Siria, Isis A Deir Ezzor è Vittima Della Teoria Del Contrappasso

Isis a Deir Ezzor sta subendo quanto ha fatto patire alle sue vittime in Iraq e Siria. Infatti, continuano le rese di massa Daesh anche grazie al pressing di Jazeera Storm e della Coalizione

Isis a Deir Ezzor sta subendo lo stesso trattamento che ha riservato ai civili tra la Siria e l’Iraq negli ultimi anni: la deportazione e il ricovero forzato presso tende di fortuna. Lo confermano le foto che circolano sul web e che ritraggono miliziani dello Stato Islamico ammassati nei camion di Jazeera Storm, diretti ai centri di detenzione. Per i jihadisti Daesh non è migliore la situazione nella tendopoli tra Wadi Ali e Harse. Tutti gli averi sono stipati sotto teli e scialle, usati come riparo, insieme a pentole ormai vuote. I fondamentalisti, infatti, hanno finito il cibo e allontanare le loro famiglie non è bastato per recuperare le risorse necessarie a sopravvivere. Non è un caso, infatti, che le rese di massa nei ranghi IS proseguano. Ciò è dovuto anche grazie al pressing delle forze arabo-curde e della Coalizione Internazionale, che stanno distruggendo la rete di tunnel nell’area.

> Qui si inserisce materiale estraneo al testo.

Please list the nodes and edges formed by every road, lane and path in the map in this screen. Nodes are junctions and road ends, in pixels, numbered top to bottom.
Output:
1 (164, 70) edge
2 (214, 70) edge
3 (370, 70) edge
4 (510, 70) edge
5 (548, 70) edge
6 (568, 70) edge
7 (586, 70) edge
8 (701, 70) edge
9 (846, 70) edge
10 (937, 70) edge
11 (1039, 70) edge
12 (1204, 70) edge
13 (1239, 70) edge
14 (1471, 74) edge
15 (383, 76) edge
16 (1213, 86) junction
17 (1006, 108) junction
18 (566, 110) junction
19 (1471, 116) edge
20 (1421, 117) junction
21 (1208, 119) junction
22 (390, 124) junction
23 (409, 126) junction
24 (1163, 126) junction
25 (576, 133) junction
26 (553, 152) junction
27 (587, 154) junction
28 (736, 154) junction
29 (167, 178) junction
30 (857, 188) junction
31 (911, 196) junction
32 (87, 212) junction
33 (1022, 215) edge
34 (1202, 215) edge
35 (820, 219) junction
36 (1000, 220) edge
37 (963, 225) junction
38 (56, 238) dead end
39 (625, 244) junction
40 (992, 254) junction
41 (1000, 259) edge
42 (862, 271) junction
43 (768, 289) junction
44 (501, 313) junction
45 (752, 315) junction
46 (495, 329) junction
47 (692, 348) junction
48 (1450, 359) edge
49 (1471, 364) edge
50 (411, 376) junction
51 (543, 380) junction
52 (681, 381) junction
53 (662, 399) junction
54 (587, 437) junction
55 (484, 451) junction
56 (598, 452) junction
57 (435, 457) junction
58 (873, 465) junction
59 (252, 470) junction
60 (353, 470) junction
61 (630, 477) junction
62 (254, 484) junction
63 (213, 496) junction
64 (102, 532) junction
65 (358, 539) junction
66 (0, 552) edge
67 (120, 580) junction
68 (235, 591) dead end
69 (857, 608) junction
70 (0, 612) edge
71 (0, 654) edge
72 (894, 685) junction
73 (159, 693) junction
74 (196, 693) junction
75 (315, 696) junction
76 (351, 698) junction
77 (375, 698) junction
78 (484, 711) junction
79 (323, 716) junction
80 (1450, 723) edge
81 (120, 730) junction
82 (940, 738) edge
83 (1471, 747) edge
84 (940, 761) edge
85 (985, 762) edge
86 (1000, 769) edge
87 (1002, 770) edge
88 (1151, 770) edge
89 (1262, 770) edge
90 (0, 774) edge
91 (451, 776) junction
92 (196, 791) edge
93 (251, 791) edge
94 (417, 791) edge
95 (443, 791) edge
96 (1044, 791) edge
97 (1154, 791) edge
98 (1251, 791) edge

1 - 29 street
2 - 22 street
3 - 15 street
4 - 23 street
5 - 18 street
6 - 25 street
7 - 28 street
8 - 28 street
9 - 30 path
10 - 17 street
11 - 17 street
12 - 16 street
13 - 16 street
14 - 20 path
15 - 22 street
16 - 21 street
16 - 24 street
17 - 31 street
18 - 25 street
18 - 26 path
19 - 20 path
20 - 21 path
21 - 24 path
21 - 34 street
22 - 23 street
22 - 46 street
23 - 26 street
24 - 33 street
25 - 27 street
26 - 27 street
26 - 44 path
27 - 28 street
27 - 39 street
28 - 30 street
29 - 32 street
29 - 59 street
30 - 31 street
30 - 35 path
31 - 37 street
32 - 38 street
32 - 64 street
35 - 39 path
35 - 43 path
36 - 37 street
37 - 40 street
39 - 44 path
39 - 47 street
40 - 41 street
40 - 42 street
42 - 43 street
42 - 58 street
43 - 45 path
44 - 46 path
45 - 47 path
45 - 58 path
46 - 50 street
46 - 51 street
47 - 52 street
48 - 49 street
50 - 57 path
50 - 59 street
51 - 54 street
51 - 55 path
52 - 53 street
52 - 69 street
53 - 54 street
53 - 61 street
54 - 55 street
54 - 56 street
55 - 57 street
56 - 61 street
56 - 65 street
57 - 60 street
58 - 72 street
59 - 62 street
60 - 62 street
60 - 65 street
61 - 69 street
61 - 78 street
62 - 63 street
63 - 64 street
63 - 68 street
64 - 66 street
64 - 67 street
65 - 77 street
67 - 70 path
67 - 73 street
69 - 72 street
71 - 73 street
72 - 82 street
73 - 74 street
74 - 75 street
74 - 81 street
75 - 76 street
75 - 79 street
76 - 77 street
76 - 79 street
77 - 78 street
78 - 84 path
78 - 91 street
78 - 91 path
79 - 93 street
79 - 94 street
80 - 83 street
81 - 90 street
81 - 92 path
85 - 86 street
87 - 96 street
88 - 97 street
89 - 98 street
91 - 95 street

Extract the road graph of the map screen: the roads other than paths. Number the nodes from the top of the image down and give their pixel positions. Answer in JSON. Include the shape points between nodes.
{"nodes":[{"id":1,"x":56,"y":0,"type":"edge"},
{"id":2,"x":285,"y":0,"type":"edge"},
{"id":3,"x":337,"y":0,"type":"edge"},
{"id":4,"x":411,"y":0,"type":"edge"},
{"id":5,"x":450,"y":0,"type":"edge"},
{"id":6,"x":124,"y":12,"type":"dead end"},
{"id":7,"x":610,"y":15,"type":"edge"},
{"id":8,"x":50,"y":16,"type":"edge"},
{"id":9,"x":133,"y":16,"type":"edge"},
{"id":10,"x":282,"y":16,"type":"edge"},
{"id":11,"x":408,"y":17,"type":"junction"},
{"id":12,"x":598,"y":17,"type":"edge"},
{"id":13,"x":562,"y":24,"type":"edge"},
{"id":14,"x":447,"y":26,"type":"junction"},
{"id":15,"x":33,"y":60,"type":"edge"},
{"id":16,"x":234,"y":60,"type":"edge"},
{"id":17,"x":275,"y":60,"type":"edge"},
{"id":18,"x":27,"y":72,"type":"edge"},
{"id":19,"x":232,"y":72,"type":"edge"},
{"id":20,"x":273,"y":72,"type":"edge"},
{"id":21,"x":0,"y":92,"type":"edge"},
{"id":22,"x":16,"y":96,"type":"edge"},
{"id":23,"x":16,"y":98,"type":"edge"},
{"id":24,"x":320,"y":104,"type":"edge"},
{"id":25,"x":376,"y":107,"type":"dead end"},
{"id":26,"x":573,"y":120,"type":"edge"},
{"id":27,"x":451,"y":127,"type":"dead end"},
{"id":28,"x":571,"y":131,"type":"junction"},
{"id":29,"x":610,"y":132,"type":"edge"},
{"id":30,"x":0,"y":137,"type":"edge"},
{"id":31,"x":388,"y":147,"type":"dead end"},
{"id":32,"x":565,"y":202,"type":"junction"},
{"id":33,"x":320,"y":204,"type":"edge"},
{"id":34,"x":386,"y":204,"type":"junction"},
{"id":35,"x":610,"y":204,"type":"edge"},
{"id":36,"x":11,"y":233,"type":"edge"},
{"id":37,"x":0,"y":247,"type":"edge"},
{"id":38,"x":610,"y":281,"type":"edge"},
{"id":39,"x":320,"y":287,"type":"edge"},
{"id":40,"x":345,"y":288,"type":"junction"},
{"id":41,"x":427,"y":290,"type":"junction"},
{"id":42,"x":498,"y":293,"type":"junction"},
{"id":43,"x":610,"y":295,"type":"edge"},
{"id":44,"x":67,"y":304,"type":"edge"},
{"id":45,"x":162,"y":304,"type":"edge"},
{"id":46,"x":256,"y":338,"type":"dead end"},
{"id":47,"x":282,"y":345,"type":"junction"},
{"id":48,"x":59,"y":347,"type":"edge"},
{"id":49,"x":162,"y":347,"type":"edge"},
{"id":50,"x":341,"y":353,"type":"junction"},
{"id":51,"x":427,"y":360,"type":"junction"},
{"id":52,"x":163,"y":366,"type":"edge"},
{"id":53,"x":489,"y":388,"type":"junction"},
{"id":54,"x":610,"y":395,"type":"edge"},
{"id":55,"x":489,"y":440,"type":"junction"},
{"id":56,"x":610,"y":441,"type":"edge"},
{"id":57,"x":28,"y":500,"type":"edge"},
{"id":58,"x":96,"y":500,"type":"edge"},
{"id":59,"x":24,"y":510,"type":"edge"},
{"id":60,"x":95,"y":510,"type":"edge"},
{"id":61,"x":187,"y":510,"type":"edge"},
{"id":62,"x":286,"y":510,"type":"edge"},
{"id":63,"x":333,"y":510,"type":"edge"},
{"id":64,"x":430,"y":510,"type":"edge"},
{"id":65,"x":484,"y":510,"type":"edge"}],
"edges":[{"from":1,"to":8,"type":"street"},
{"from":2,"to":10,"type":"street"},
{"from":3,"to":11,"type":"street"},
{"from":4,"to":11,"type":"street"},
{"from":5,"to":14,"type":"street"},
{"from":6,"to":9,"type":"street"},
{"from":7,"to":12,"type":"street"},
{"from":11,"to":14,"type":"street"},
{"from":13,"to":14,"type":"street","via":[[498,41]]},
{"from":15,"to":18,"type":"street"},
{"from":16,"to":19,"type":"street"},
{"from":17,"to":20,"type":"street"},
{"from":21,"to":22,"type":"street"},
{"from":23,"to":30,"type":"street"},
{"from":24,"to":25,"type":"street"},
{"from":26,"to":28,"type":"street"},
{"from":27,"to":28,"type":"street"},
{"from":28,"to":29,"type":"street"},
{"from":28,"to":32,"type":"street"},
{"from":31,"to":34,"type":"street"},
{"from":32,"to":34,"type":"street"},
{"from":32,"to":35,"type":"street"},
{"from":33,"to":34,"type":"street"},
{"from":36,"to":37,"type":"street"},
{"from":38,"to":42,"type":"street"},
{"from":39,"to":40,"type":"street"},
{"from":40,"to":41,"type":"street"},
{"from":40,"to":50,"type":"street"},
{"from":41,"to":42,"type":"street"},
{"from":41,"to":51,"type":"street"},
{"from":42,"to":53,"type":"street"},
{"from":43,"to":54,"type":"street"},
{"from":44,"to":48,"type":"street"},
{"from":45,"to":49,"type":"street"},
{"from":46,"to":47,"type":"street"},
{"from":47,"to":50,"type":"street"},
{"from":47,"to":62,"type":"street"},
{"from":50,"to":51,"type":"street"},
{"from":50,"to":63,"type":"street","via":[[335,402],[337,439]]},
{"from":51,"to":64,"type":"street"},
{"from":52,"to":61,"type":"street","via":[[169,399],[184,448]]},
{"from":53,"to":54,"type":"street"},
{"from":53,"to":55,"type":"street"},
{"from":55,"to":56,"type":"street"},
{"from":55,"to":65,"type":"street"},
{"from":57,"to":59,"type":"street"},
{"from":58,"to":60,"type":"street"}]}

I miliziani dello Stato Islamico a Baghuz Fawqani, chiusi tra i tunnel e la tendopoli, stanno sperimentando la teoria del contrappasso: vivono nel terrore, mangiando scarti. La differenza, però, è che le SDF una volta prigionieri li trattano da esseri umani

Perciò, anche Isis è stato vittima della teoria del contrappasso. Ora sono gli stessi miliziani dello Stato Islamico a dover sopportare quanto hanno subito ingiustamente gli abitanti di Iraq e Siria. Marce forzate all’aperto, vivendo nel terrore di essere uccisi e mangiando scarti di ciò che una volta era cibo. Con una differenza sostanziale, però. Le SDF riservano ai prigionieri un trattamento umano e rispettoso. Li curano e li nutrono. Inoltre, negli interrogatori non li torturano a morte. Li trattano da esseri umani, cosa che Daesh non ha mai fatto verso quello che veniva definito il “bottino di guerra”. Soprattutto le donne e i bambini, venduti al mercato degli schiavi o trasformati in “soldati” dopo un accurato lavaggio del cervello. 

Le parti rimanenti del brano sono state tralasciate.